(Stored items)
----------------------------------------

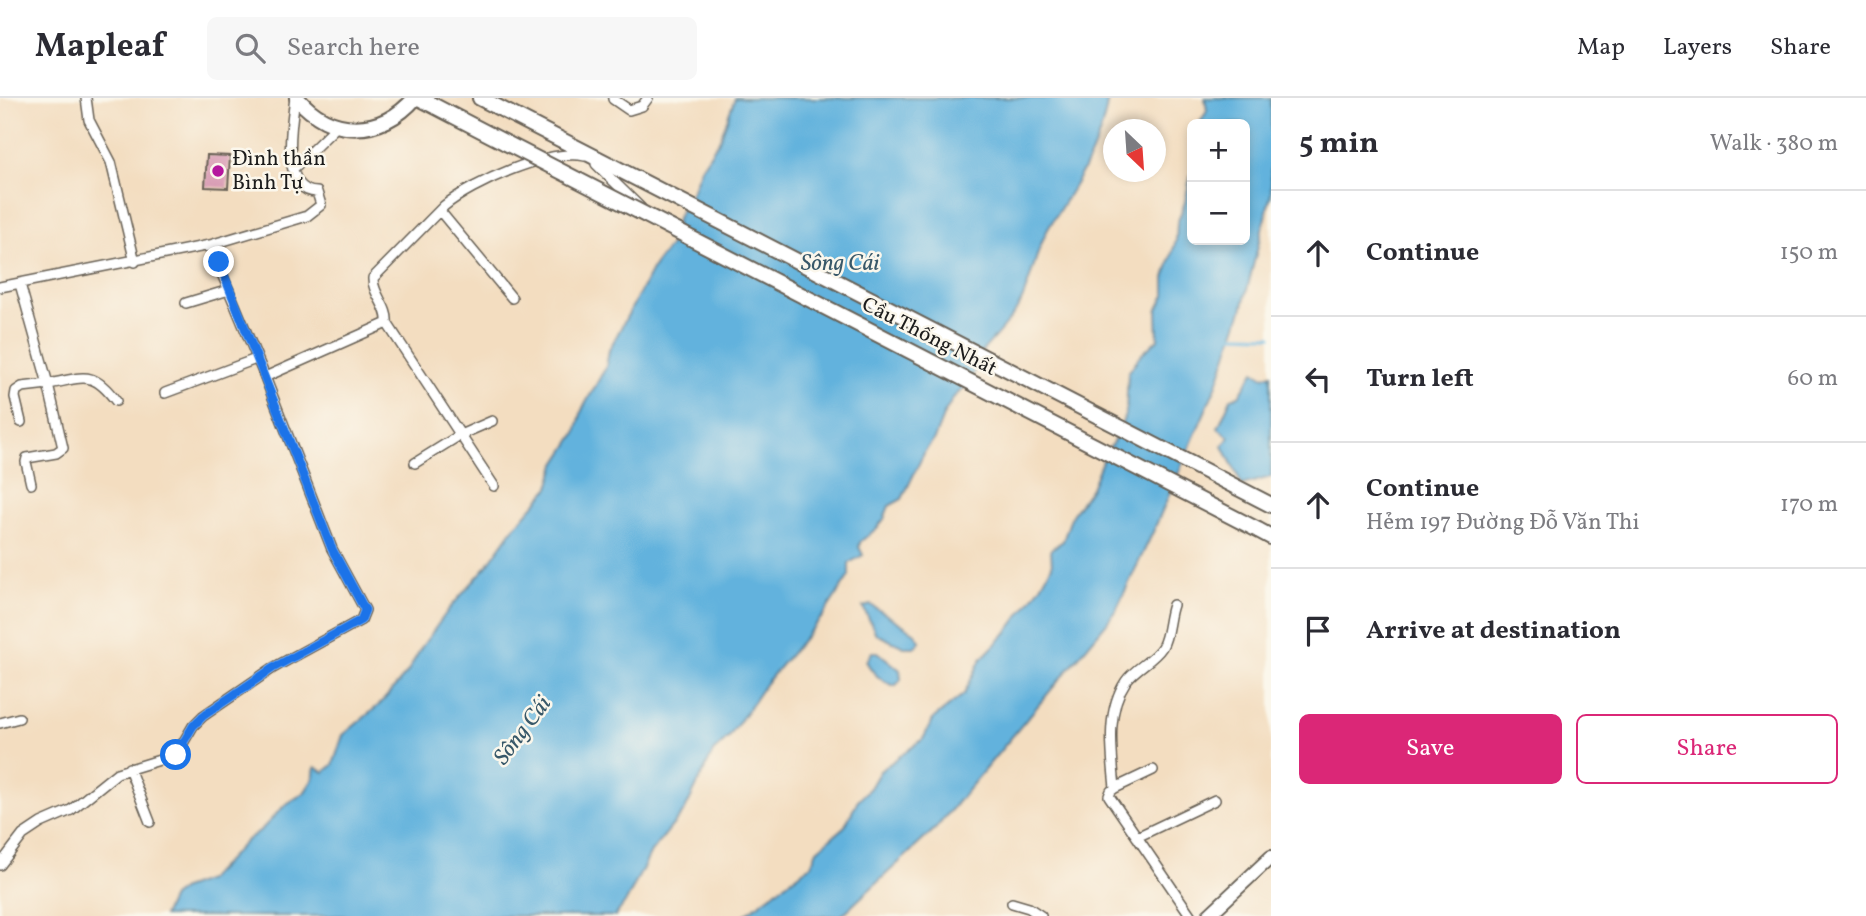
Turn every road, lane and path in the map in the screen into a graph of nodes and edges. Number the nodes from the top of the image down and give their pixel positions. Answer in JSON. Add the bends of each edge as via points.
{"nodes":[{"id":1,"x":86,"y":98,"type":"edge"},
{"id":2,"x":296,"y":98,"type":"edge"},
{"id":3,"x":417,"y":98,"type":"edge"},
{"id":4,"x":480,"y":98,"type":"edge"},
{"id":5,"x":648,"y":98,"type":"edge"},
{"id":6,"x":613,"y":99,"type":"edge"},
{"id":7,"x":337,"y":126,"type":"junction"},
{"id":8,"x":294,"y":168,"type":"junction"},
{"id":9,"x":440,"y":211,"type":"junction"},
{"id":10,"x":655,"y":222,"type":"dead end"},
{"id":11,"x":210,"y":245,"type":"junction"},
{"id":12,"x":135,"y":262,"type":"junction"},
{"id":13,"x":20,"y":284,"type":"junction"},
{"id":14,"x":0,"y":287,"type":"edge"},
{"id":15,"x":229,"y":290,"type":"junction"},
{"id":16,"x":512,"y":298,"type":"dead end"},
{"id":17,"x":186,"y":303,"type":"dead end"},
{"id":18,"x":387,"y":323,"type":"junction"},
{"id":19,"x":256,"y":359,"type":"junction"},
{"id":20,"x":265,"y":377,"type":"junction"},
{"id":21,"x":48,"y":384,"type":"junction"},
{"id":22,"x":165,"y":393,"type":"dead end"},
{"id":23,"x":116,"y":401,"type":"dead end"},
{"id":24,"x":492,"y":421,"type":"dead end"},
{"id":25,"x":21,"y":422,"type":"dead end"},
{"id":26,"x":460,"y":435,"type":"junction"},
{"id":27,"x":415,"y":463,"type":"dead end"},
{"id":28,"x":31,"y":484,"type":"dead end"},
{"id":29,"x":494,"y":486,"type":"dead end"},
{"id":30,"x":1271,"y":505,"type":"edge"},
{"id":31,"x":1265,"y":533,"type":"edge"},
{"id":32,"x":1173,"y":605,"type":"dead end"},
{"id":33,"x":19,"y":718,"type":"dead end"},
{"id":34,"x":0,"y":723,"type":"edge"},
{"id":35,"x":129,"y":768,"type":"junction"},
{"id":36,"x":1153,"y":770,"type":"dead end"},
{"id":37,"x":1115,"y":788,"type":"junction"},
{"id":38,"x":1215,"y":800,"type":"dead end"},
{"id":39,"x":150,"y":822,"type":"dead end"},
{"id":40,"x":1138,"y":837,"type":"junction"},
{"id":41,"x":1271,"y":858,"type":"edge"},
{"id":42,"x":0,"y":866,"type":"edge"},
{"id":43,"x":1012,"y":903,"type":"dead end"},
{"id":44,"x":1041,"y":916,"type":"edge"},
{"id":45,"x":1191,"y":916,"type":"edge"},
{"id":46,"x":1208,"y":916,"type":"edge"}],
"edges":[{"from":1,"to":12,"type":"street","via":[[89,120],[111,162]]},
{"from":2,"to":7,"type":"main road","via":[[315,116]]},
{"from":2,"to":8,"type":"street","via":[[289,152]]},
{"from":3,"to":7,"type":"main road","via":[[383,123]]},
{"from":3,"to":31,"type":"main road","name":"Cầu Thống Nhất","bridge":true},
{"from":4,"to":30,"type":"main road","name":"Cầu Thống Nhất"},
{"from":5,"to":6,"type":"street","via":[[629,110]]},
{"from":7,"to":8,"type":"street"},
{"from":8,"to":11,"type":"street","via":[[299,183],[320,197],[317,209]]},
{"from":9,"to":10,"type":"street","via":[[455,197],[511,170],[547,158],[583,154]]},
{"from":9,"to":16,"type":"street"},
{"from":9,"to":18,"type":"street","via":[[373,278]]},
{"from":11,"to":12,"type":"street"},
{"from":11,"to":15,"type":"street"},
{"from":12,"to":13,"type":"street"},
{"from":13,"to":14,"type":"street"},
{"from":13,"to":21,"type":"street"},
{"from":15,"to":17,"type":"street"},
{"from":15,"to":19,"type":"street"},
{"from":18,"to":20,"type":"street"},
{"from":18,"to":26,"type":"street"},
{"from":19,"to":20,"type":"street"},
{"from":19,"to":22,"type":"street"},
{"from":20,"to":35,"type":"street","via":[[320,520],[365,615],[214,708],[193,726],[176,755]]},
{"from":21,"to":23,"type":"street","via":[[90,377]]},
{"from":21,"to":25,"type":"street","via":[[16,391]]},
{"from":21,"to":28,"type":"street","via":[[63,447],[56,453],[27,458]]},
{"from":24,"to":26,"type":"street"},
{"from":26,"to":27,"type":"street"},
{"from":26,"to":29,"type":"street"},
{"from":32,"to":37,"type":"street","via":[[1161,649],[1126,681],[1115,709],[1111,741]]},
{"from":33,"to":34,"type":"street"},
{"from":35,"to":39,"type":"street"},
{"from":35,"to":42,"type":"street","via":[[71,810],[23,835]]},
{"from":36,"to":37,"type":"street"},
{"from":37,"to":40,"type":"street","via":[[1109,796]]},
{"from":38,"to":40,"type":"street"},
{"from":40,"to":45,"type":"street"},
{"from":41,"to":46,"type":"main road"},
{"from":43,"to":44,"type":"street"}]}
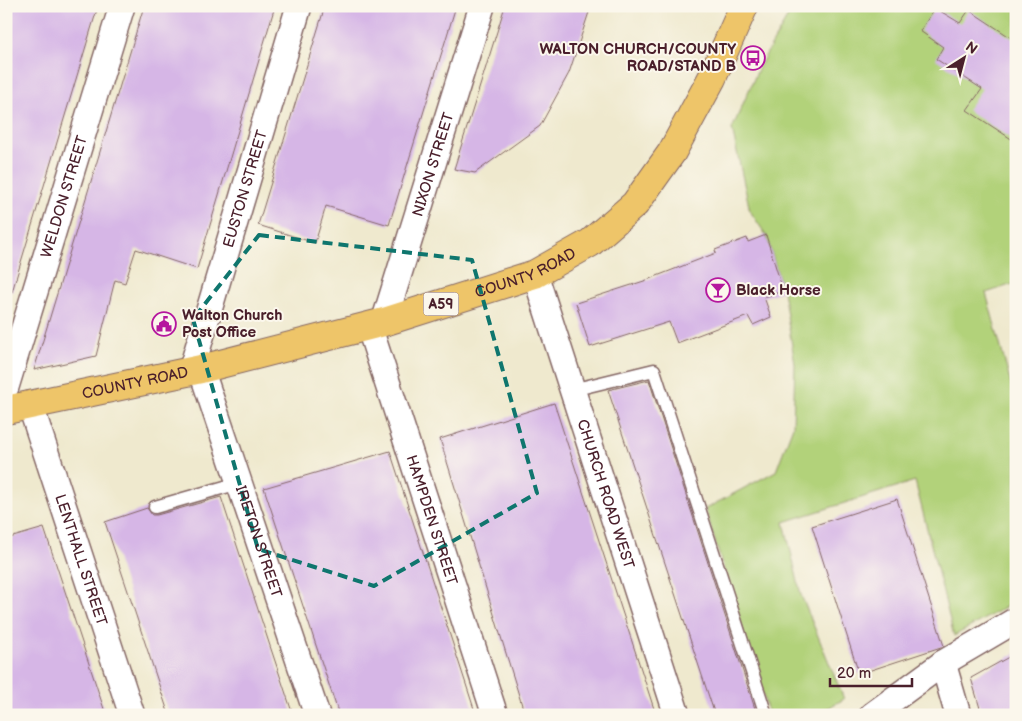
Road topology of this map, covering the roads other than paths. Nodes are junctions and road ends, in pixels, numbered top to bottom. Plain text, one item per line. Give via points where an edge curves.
1 (122, 6) edge
2 (299, 6) edge
3 (482, 6) edge
4 (744, 6) edge
5 (535, 274) junction
6 (376, 324) junction
7 (196, 370) junction
8 (6, 387) edge
9 (572, 390) junction
10 (18, 407) edge
11 (239, 482) junction
12 (155, 507) dead end
13 (1016, 620) edge
14 (942, 663) junction
15 (132, 715) edge
16 (317, 715) edge
17 (495, 715) edge
18 (677, 715) edge
19 (766, 715) edge
20 (872, 715) edge
21 (958, 715) edge

1 - 8 street, WELDON STREET
2 - 7 street, EUSTON STREET
3 - 6 street, NIXON STREET
4 - 5 highway, COUNTY ROAD / A59 via 712,78 676,144 634,204 590,243
5 - 6 highway, COUNTY ROAD / A59
5 - 9 street, CHURCH ROAD WEST
6 - 7 highway, COUNTY ROAD / A59
6 - 17 street, HAMPDEN STREET
7 - 10 highway, COUNTY ROAD / A59
7 - 11 street, IRETON STREET
9 - 18 street, CHURCH ROAD WEST
9 - 19 lane via 654,370
10 - 15 street, LENTHALL STREET
11 - 12 lane
11 - 16 street, IRETON STREET
13 - 14 street
14 - 20 street
14 - 21 street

----------------------------------------

TASK REQUIREMENTS:
Omitting the images, transcribe every record exactly.

TASK RESULT:
Turn every road, lane and path in the map in the screen into a graph of nodes and edges. Number the nodes from the top of the image down and give their pixel positions. Answer in JSON. Add the bends of each edge as via points.
{"nodes":[{"id":1,"x":86,"y":98,"type":"edge"},
{"id":2,"x":296,"y":98,"type":"edge"},
{"id":3,"x":417,"y":98,"type":"edge"},
{"id":4,"x":480,"y":98,"type":"edge"},
{"id":5,"x":648,"y":98,"type":"edge"},
{"id":6,"x":613,"y":99,"type":"edge"},
{"id":7,"x":337,"y":126,"type":"junction"},
{"id":8,"x":294,"y":168,"type":"junction"},
{"id":9,"x":440,"y":211,"type":"junction"},
{"id":10,"x":655,"y":222,"type":"dead end"},
{"id":11,"x":210,"y":245,"type":"junction"},
{"id":12,"x":135,"y":262,"type":"junction"},
{"id":13,"x":20,"y":284,"type":"junction"},
{"id":14,"x":0,"y":287,"type":"edge"},
{"id":15,"x":229,"y":290,"type":"junction"},
{"id":16,"x":512,"y":298,"type":"dead end"},
{"id":17,"x":186,"y":303,"type":"dead end"},
{"id":18,"x":387,"y":323,"type":"junction"},
{"id":19,"x":256,"y":359,"type":"junction"},
{"id":20,"x":265,"y":377,"type":"junction"},
{"id":21,"x":48,"y":384,"type":"junction"},
{"id":22,"x":165,"y":393,"type":"dead end"},
{"id":23,"x":116,"y":401,"type":"dead end"},
{"id":24,"x":492,"y":421,"type":"dead end"},
{"id":25,"x":21,"y":422,"type":"dead end"},
{"id":26,"x":460,"y":435,"type":"junction"},
{"id":27,"x":415,"y":463,"type":"dead end"},
{"id":28,"x":31,"y":484,"type":"dead end"},
{"id":29,"x":494,"y":486,"type":"dead end"},
{"id":30,"x":1271,"y":505,"type":"edge"},
{"id":31,"x":1265,"y":533,"type":"edge"},
{"id":32,"x":1173,"y":605,"type":"dead end"},
{"id":33,"x":19,"y":718,"type":"dead end"},
{"id":34,"x":0,"y":723,"type":"edge"},
{"id":35,"x":129,"y":768,"type":"junction"},
{"id":36,"x":1153,"y":770,"type":"dead end"},
{"id":37,"x":1115,"y":788,"type":"junction"},
{"id":38,"x":1215,"y":800,"type":"dead end"},
{"id":39,"x":150,"y":822,"type":"dead end"},
{"id":40,"x":1138,"y":837,"type":"junction"},
{"id":41,"x":1271,"y":858,"type":"edge"},
{"id":42,"x":0,"y":866,"type":"edge"},
{"id":43,"x":1012,"y":903,"type":"dead end"},
{"id":44,"x":1041,"y":916,"type":"edge"},
{"id":45,"x":1191,"y":916,"type":"edge"},
{"id":46,"x":1208,"y":916,"type":"edge"}],
"edges":[{"from":1,"to":12,"type":"street","via":[[89,120],[111,162]]},
{"from":2,"to":7,"type":"main road","via":[[315,116]]},
{"from":2,"to":8,"type":"street","via":[[289,152]]},
{"from":3,"to":7,"type":"main road","via":[[383,123]]},
{"from":3,"to":31,"type":"main road","name":"Cầu Thống Nhất","bridge":true},
{"from":4,"to":30,"type":"main road","name":"Cầu Thống Nhất"},
{"from":5,"to":6,"type":"street","via":[[629,110]]},
{"from":7,"to":8,"type":"street"},
{"from":8,"to":11,"type":"street","via":[[299,183],[320,197],[317,209]]},
{"from":9,"to":10,"type":"street","via":[[455,197],[511,170],[547,158],[583,154]]},
{"from":9,"to":16,"type":"street"},
{"from":9,"to":18,"type":"street","via":[[373,278]]},
{"from":11,"to":12,"type":"street"},
{"from":11,"to":15,"type":"street"},
{"from":12,"to":13,"type":"street"},
{"from":13,"to":14,"type":"street"},
{"from":13,"to":21,"type":"street"},
{"from":15,"to":17,"type":"street"},
{"from":15,"to":19,"type":"street"},
{"from":18,"to":20,"type":"street"},
{"from":18,"to":26,"type":"street"},
{"from":19,"to":20,"type":"street"},
{"from":19,"to":22,"type":"street"},
{"from":20,"to":35,"type":"street","via":[[320,520],[365,615],[214,708],[193,726],[176,755]]},
{"from":21,"to":23,"type":"street","via":[[90,377]]},
{"from":21,"to":25,"type":"street","via":[[16,391]]},
{"from":21,"to":28,"type":"street","via":[[63,447],[56,453],[27,458]]},
{"from":24,"to":26,"type":"street"},
{"from":26,"to":27,"type":"street"},
{"from":26,"to":29,"type":"street"},
{"from":32,"to":37,"type":"street","via":[[1161,649],[1126,681],[1115,709],[1111,741]]},
{"from":33,"to":34,"type":"street"},
{"from":35,"to":39,"type":"street"},
{"from":35,"to":42,"type":"street","via":[[71,810],[23,835]]},
{"from":36,"to":37,"type":"street"},
{"from":37,"to":40,"type":"street","via":[[1109,796]]},
{"from":38,"to":40,"type":"street"},
{"from":40,"to":45,"type":"street"},
{"from":41,"to":46,"type":"main road"},
{"from":43,"to":44,"type":"street"}]}
Road topology of this map, covering the roads other than paths. Nodes are junctions and road ends, in pixels, numbered top to bottom. Plain text, one item per line. Give via points where an edge curves.
1 (122, 6) edge
2 (299, 6) edge
3 (482, 6) edge
4 (744, 6) edge
5 (535, 274) junction
6 (376, 324) junction
7 (196, 370) junction
8 (6, 387) edge
9 (572, 390) junction
10 (18, 407) edge
11 (239, 482) junction
12 (155, 507) dead end
13 (1016, 620) edge
14 (942, 663) junction
15 (132, 715) edge
16 (317, 715) edge
17 (495, 715) edge
18 (677, 715) edge
19 (766, 715) edge
20 (872, 715) edge
21 (958, 715) edge

1 - 8 street, WELDON STREET
2 - 7 street, EUSTON STREET
3 - 6 street, NIXON STREET
4 - 5 highway, COUNTY ROAD / A59 via 712,78 676,144 634,204 590,243
5 - 6 highway, COUNTY ROAD / A59
5 - 9 street, CHURCH ROAD WEST
6 - 7 highway, COUNTY ROAD / A59
6 - 17 street, HAMPDEN STREET
7 - 10 highway, COUNTY ROAD / A59
7 - 11 street, IRETON STREET
9 - 18 street, CHURCH ROAD WEST
9 - 19 lane via 654,370
10 - 15 street, LENTHALL STREET
11 - 12 lane
11 - 16 street, IRETON STREET
13 - 14 street
14 - 20 street
14 - 21 street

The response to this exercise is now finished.